==== Recorded information
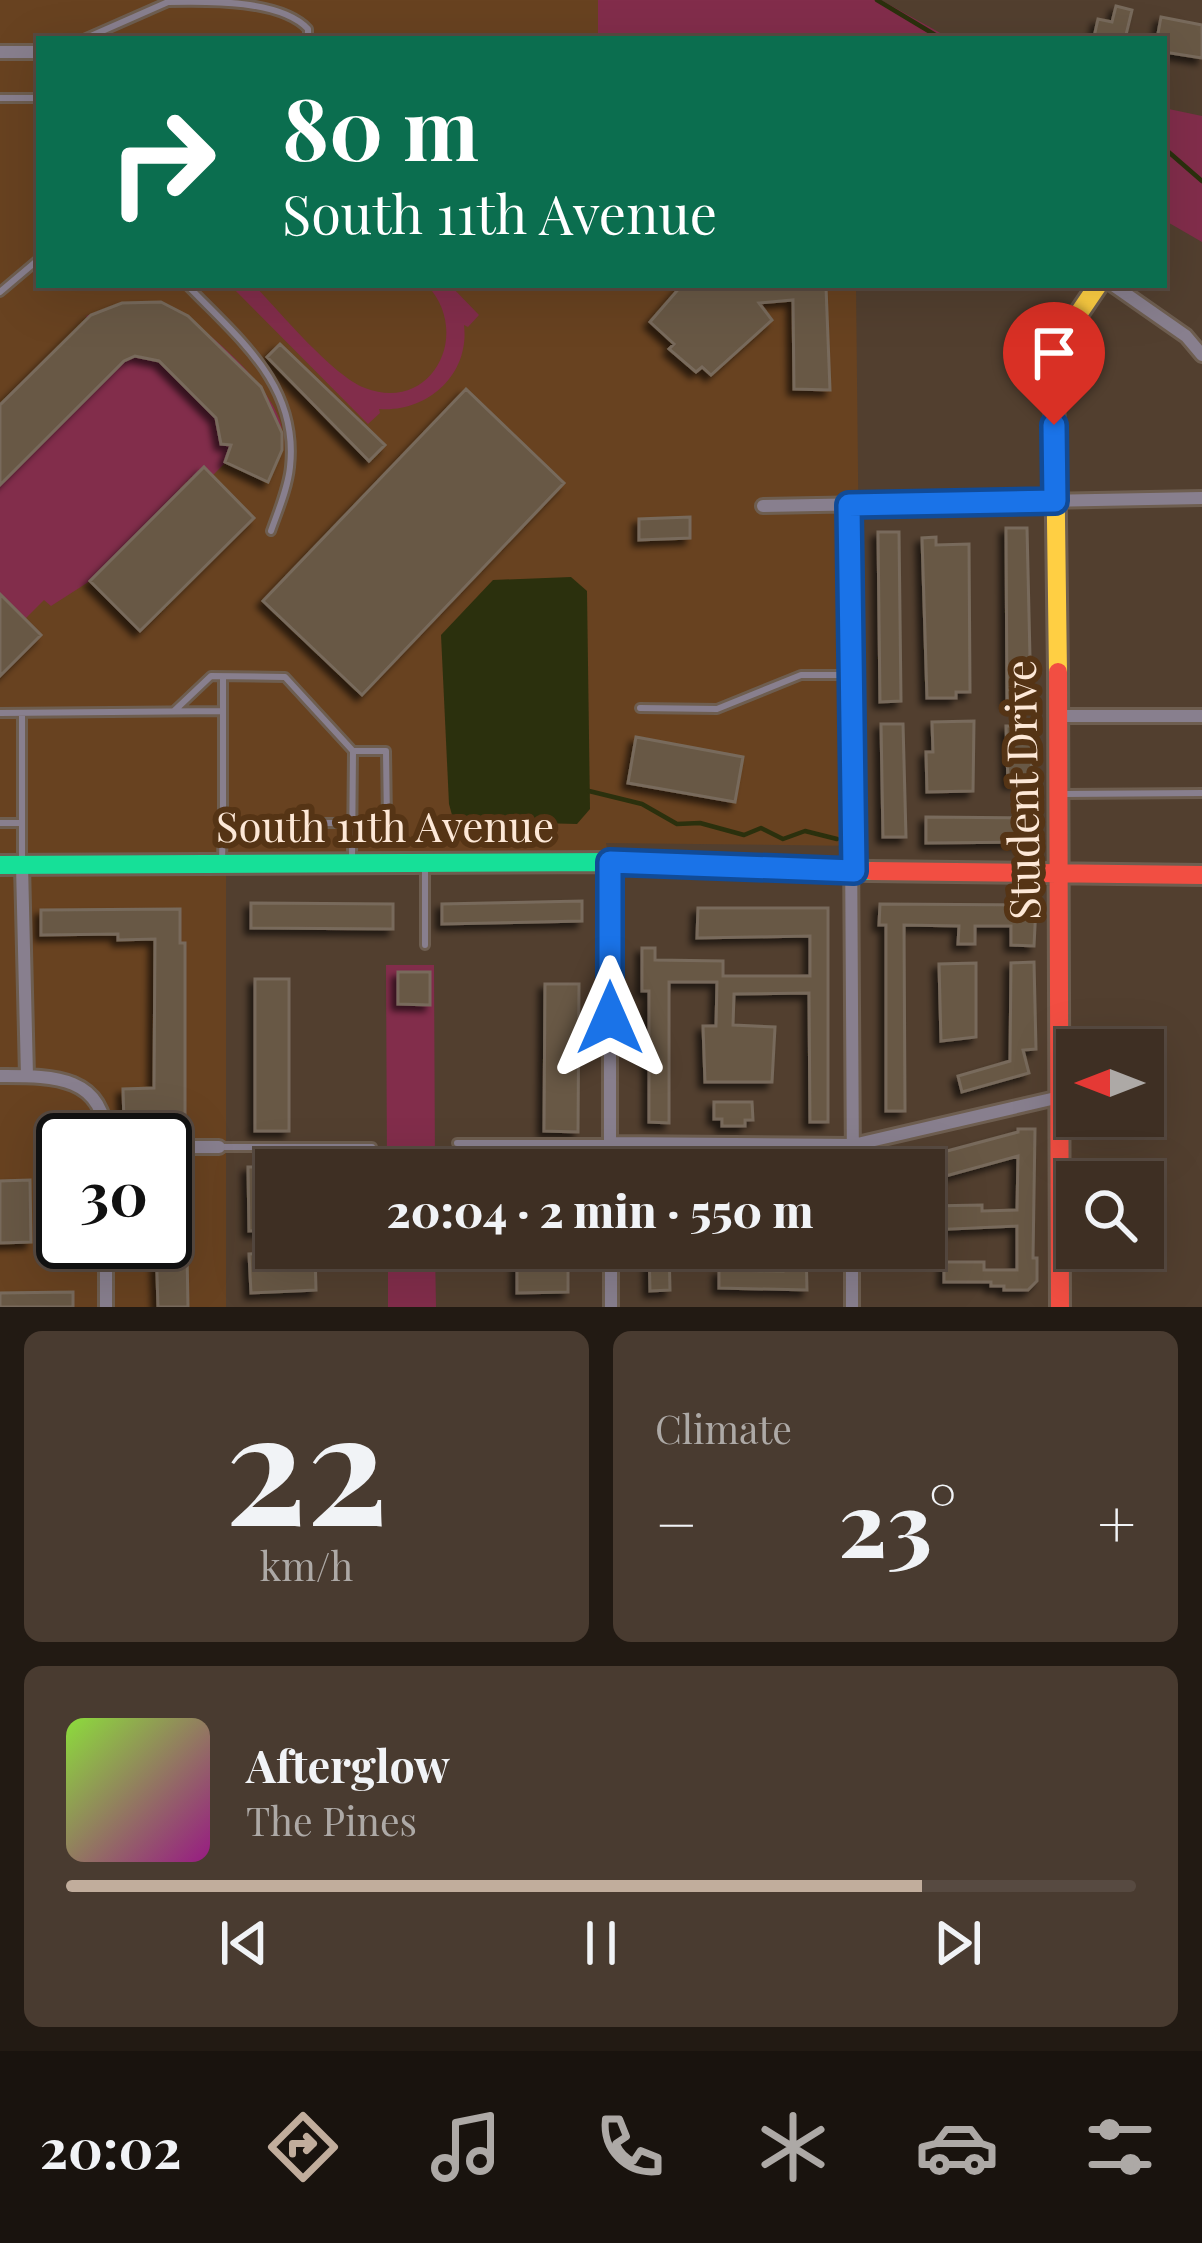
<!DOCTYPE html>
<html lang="en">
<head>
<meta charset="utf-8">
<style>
	:root { --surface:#3e2f23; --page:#493b30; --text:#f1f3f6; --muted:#ada9a6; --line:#574a41; --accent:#c1ad9c }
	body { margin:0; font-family:"Playfair Display",serif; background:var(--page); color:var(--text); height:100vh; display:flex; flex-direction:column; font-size:45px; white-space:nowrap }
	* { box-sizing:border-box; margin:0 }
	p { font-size:39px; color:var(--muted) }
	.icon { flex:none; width:66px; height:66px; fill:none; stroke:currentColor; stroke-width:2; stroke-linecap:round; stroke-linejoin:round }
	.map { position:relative; height:1307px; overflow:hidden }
	.panel { display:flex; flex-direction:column; gap:24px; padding:24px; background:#221a13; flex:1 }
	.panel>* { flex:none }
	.guide { position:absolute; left:36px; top:36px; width:1131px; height:252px; border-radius:0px; box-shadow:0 12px 48px #0002,0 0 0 3px var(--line); background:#0b6e4f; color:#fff; overflow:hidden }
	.needle { width:78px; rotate:270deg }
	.tools { position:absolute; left:1056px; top:1029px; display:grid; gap:24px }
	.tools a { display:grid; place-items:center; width:108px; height:108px; border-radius:0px; background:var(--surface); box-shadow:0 12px 48px #0002,0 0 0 3px var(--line); font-size:60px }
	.speed { position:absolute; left:36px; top:1113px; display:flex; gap:24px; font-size:60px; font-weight:700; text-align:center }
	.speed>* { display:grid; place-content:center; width:156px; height:156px; border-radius:50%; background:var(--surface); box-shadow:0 12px 48px #0002,0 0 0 3px var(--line); line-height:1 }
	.speed .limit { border:6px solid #111; border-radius:18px; background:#fff; color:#111 }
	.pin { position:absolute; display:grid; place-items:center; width:102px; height:102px; color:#fff; margin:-123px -51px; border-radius:50% 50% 50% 0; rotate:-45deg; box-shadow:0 0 12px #0007 }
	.pin .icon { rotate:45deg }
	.me { position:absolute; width:132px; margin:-66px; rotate:0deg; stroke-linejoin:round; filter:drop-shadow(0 0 9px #0008) }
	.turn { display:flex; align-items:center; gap:42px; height:252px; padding:0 48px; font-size:54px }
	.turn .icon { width:156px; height:156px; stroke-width:2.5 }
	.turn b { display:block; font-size:84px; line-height:102px }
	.big { font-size:90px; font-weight:800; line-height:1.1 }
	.panel .widget { flex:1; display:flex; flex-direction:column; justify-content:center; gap:18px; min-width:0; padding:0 42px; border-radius:18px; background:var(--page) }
	.panel .dial { align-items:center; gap:0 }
	.dial b { font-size:156px; line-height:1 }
	.song { display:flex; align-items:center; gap:36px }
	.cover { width:144px; height:144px; border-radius:18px; background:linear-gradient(135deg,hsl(90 70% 55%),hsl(310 70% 35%)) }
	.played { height:12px; border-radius:6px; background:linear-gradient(90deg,var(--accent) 80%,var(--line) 80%) }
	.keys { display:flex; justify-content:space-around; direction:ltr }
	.heat { display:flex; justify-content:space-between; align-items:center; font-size:66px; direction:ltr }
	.panel .tiles { flex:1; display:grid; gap:24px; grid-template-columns:1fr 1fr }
	.widget:last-child { grid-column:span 2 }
	.trip { position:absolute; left:255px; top:1149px; width:690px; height:120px; border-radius:0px; background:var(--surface); box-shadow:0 12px 48px #0002,0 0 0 3px var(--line); font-weight:800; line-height:120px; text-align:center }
	.tabs { display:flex; height:192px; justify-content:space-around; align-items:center; background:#19130e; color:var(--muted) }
	.tabs .icon { width:84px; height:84px }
	.tabs .active { color:var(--accent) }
	.tabs b { font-size:54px; color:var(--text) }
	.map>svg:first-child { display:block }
	.built { fill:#684220; fill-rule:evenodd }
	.green { fill:#822d4b }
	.water { fill:#2b300d }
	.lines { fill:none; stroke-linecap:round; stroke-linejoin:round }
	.stream { stroke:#2b300d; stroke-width:4.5 }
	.building { fill:#685845; stroke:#786b5c; stroke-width:3; filter:url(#shadow) }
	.lane-casing { stroke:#6e5e50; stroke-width:12 }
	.street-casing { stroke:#6e5e50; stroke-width:18 }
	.fast-casing { stroke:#6e5e50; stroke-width:24 }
	.slow-casing { stroke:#6e5e50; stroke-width:24 }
	.jam-casing { stroke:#6e5e50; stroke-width:24 }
	.lane { stroke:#887f8e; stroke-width:6 }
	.street { stroke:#887f8e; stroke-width:12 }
	.fast { stroke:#16e098; stroke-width:18 }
	.slow { stroke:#ffcf43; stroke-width:18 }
	.jam { stroke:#f24e42; stroke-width:18 }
	.route-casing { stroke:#114b97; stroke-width:30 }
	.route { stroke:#1a73e8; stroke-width:21 }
	.labels { text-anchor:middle; stroke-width:12; stroke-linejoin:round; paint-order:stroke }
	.street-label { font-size:42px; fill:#fde8d7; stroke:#553415 }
</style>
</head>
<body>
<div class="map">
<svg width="1202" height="1307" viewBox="0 0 1202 1307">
	<defs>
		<filter id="shadow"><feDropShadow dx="-5.5" dy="5.5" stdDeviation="3" flood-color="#0009"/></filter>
	</defs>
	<rect width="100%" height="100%" fill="#523f2f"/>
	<path class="built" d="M0 0H598V38L638 39H39V285H856L862 846 606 843 610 862H0Z
		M226 872V1307H0V873ZM63 1140H165V1242H63Z"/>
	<path class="green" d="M598 0H881L951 39 598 38Z
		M1164 108 1202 116V242L1164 220Z
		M230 285H254C280 312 333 376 365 388 431 414 473 334 427 285H450L479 315 468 327 464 325C470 375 427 413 379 409L380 413 368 424Z
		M161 302C201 323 265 378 280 421 283 430 282 441 282 450L226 462 213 475 254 518 140 631 90 581 51 606 44 600 25 619 0 593V405L78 327 105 355 114 346 86 316 122 303Z
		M386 965H434L435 1170H387Z
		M388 1248H435L436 1307H388Z"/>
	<path class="water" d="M571 577 587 591 590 809 577 824 461 821 452 815 449 804 441 635 493 580Z"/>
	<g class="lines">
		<path class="stream" d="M877 0 942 39
			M1164 148 1202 181
			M589 791 642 804 677 824 700 823 744 835 761 828 783 839 805 831 837 839"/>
	</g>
	<path class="building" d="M1116 6 1132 10 1125 39 1094 37 1098 19 1112 22Z
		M1161 17 1202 25V58L1164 52V39H1157Z
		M682 285 826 287 830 390 794 389 793 300 759 303 772 320 711 375 702 367 696 372 669 349 674 344 650 322Z
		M161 302 188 316 261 387 282 433V450L268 482 225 462 231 445 221 444 216 418 159 361 135 356 124 361 0 485V405L91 315 122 303Z
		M280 344 385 445 369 461 267 357Z
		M466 389 564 483 362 695 263 601Z
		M204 467 254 518 140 631 90 581Z
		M690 517V538L639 540V519Z
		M1006 528H1027L1031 701 1007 702Z
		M878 532H899L901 701 880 702Z
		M936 537V545L969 544 970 692H956V698H927L922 538Z
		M0 594 41 635 0 676Z
		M974 721 973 791 927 792 926 752H933L932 722Z
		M881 724H903L906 837H883Z
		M1006 726H1031L1032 783H1008Z
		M636 737 743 757 735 802 628 783Z
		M926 817 1032 818V842L926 843Z
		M582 901V921L442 924V904Z
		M251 903 393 904V929L251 928Z
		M880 904 1036 905 1034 946 1011 945V926H975V944H958L959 926 904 925 905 1111H886V925H879Z
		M698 908H828V1122H810L809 993 734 994 733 1025 775 1027 772 1082H705L703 1026H716L717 982H669V1123L649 1122V991H642V948H655V960L723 961V976H810V936L697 938Z
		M180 909V943H185V1121L124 1122 123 1089 154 1088 155 939 118 940V934L41 935V910Z
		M1034 962 1036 1049 1023 1050 1029 1073 962 1092 958 1076 1010 1061 1011 963Z
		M976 963V1037L941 1041 939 964Z
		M398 972H430V1005L398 1004Z
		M255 979H289V1131H255Z
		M545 984H579L578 1132 544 1131Z
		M714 1102H752L753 1120H745V1126H722V1119H714Z
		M1018 1129H1035L1033 1258H1037V1281L1028 1290H1004V1286H991V1282H944V1262H984V1270H1017V1226L930 1230V1206L982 1205V1211L1017 1210 1018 1156 924 1182V1170H891V1166L1018 1132Z
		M165 1165H175L176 1201H186L188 1307H158L156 1242H165Z
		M248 1167H276V1230L249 1231Z
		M30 1180 31 1242 0 1243V1181Z
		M649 1248H669L670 1290 650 1291Z
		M782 1248H806L807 1290 719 1288V1270L783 1271Z
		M315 1251 316 1290 251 1293 249 1254Z
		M568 1251V1292L517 1293V1252Z
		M73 1292V1307H0V1293Z"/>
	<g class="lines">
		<g class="lane-casing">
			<path id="lane" d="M168 2C210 1 281 0 308 29V39
				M84 39 168 2
				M0 98H39
				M187 285C239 339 299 385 290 467 288 488 278 511 271 531
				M0 292 39 259
				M223 677V823H387L386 751H353
				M640 708 717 709 801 675H848
				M174 711 211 676 285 677 353 751 352 859
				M0 713 223 711
				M22 713V859
				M1063 794 1202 793
				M0 823H22
				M222 860 223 823
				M425 867V945
				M457 1143H607
				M220 1147H372"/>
		</g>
		<g class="street-casing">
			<path id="street" d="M0 52H39
				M1113 285 1186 336 1202 355
				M849 505 853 1170
				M763 506 1202 498
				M1059 716H1202
				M610 862V1170
				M22 865 27 1076
				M0 1076C50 1076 105 1074 106 1140
				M610 1143 853 1145 1060 1097
				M165 1147H219
				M106 1242V1307
				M611 1248V1307
				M852 1307V1248"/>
		</g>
		<g class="fast-casing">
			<path id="fast" d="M0 865 610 862 871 871"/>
		</g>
		<g class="slow-casing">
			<path id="slow" d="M1058 672 1054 370 1060 341 1098 285"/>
		</g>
		<g class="jam-casing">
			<path id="jam" d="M1058 672 1060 1307
				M871 871 1202 875"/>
		</g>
		<use href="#lane" class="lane"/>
		<use href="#street" class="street"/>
		<use href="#fast" class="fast"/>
		<use href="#slow" class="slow"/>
		<use href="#jam" class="jam"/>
	</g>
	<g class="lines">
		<g class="route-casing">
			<path id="route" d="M610 1018V862L854 871 849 505 1055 501 1054 425"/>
		</g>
		<use href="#route" class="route"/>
	</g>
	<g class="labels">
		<g class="street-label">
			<text transform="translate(1023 790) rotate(-91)" y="15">Student Drive</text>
			<text x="385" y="842">South 11th Avenue</text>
		</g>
	</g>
</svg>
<div class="tools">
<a><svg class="needle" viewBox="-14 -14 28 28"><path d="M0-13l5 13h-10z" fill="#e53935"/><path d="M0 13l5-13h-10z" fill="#ada9a6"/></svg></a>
<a><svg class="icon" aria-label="search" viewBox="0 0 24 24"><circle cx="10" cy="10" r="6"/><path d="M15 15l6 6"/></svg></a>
</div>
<div class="speed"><div class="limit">30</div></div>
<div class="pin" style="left:1054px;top:425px;background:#d93025"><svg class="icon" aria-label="arrive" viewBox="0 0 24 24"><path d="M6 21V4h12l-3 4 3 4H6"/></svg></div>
<svg class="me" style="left:610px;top:1018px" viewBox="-20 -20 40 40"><path d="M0-17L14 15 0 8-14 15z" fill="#1a73e8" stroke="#fff" stroke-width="4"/></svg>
<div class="trip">20:04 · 2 min · 550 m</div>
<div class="guide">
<div class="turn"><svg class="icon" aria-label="right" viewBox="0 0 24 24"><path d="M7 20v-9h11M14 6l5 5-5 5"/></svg><div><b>80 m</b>South 11th Avenue</div></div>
</div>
</div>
<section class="panel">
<div class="tiles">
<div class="widget dial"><b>22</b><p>km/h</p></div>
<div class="widget"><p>Climate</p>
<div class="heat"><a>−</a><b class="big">23°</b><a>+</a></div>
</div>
<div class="widget">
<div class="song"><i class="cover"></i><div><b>Afterglow</b><p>The Pines</p></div></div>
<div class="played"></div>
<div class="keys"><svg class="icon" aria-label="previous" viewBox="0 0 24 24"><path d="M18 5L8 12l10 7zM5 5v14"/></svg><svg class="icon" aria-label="pause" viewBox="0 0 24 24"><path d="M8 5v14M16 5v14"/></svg><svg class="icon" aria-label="next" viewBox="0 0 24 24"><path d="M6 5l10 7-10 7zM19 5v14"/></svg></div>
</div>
</div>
</section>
<nav class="tabs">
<b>20:02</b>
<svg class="icon active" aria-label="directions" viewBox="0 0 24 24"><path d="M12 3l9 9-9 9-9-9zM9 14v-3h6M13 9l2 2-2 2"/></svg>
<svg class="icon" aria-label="music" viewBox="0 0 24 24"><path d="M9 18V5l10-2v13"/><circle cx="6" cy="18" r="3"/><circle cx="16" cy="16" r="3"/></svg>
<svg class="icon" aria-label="phone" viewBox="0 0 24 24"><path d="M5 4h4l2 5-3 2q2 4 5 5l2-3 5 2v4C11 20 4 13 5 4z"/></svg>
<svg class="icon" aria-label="climate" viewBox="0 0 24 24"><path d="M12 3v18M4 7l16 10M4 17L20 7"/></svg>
<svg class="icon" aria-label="car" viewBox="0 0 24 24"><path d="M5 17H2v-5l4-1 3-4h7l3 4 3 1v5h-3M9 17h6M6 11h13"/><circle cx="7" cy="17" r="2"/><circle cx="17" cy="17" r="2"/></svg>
<svg class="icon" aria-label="filters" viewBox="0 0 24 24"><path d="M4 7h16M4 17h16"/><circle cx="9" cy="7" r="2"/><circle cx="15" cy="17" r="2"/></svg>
</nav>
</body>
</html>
========
* **Problem to work on**
Using the records above, gather all lines where the string "none" is present.

* **Task result**
	.icon { flex:none; width:66px; height:66px; fill:none; stroke:currentColor; stroke-width:2; stroke-linecap:round; stroke-linejoin:round }
	.panel>* { flex:none }
	.lines { fill:none; stroke-linecap:round; stroke-linejoin:round }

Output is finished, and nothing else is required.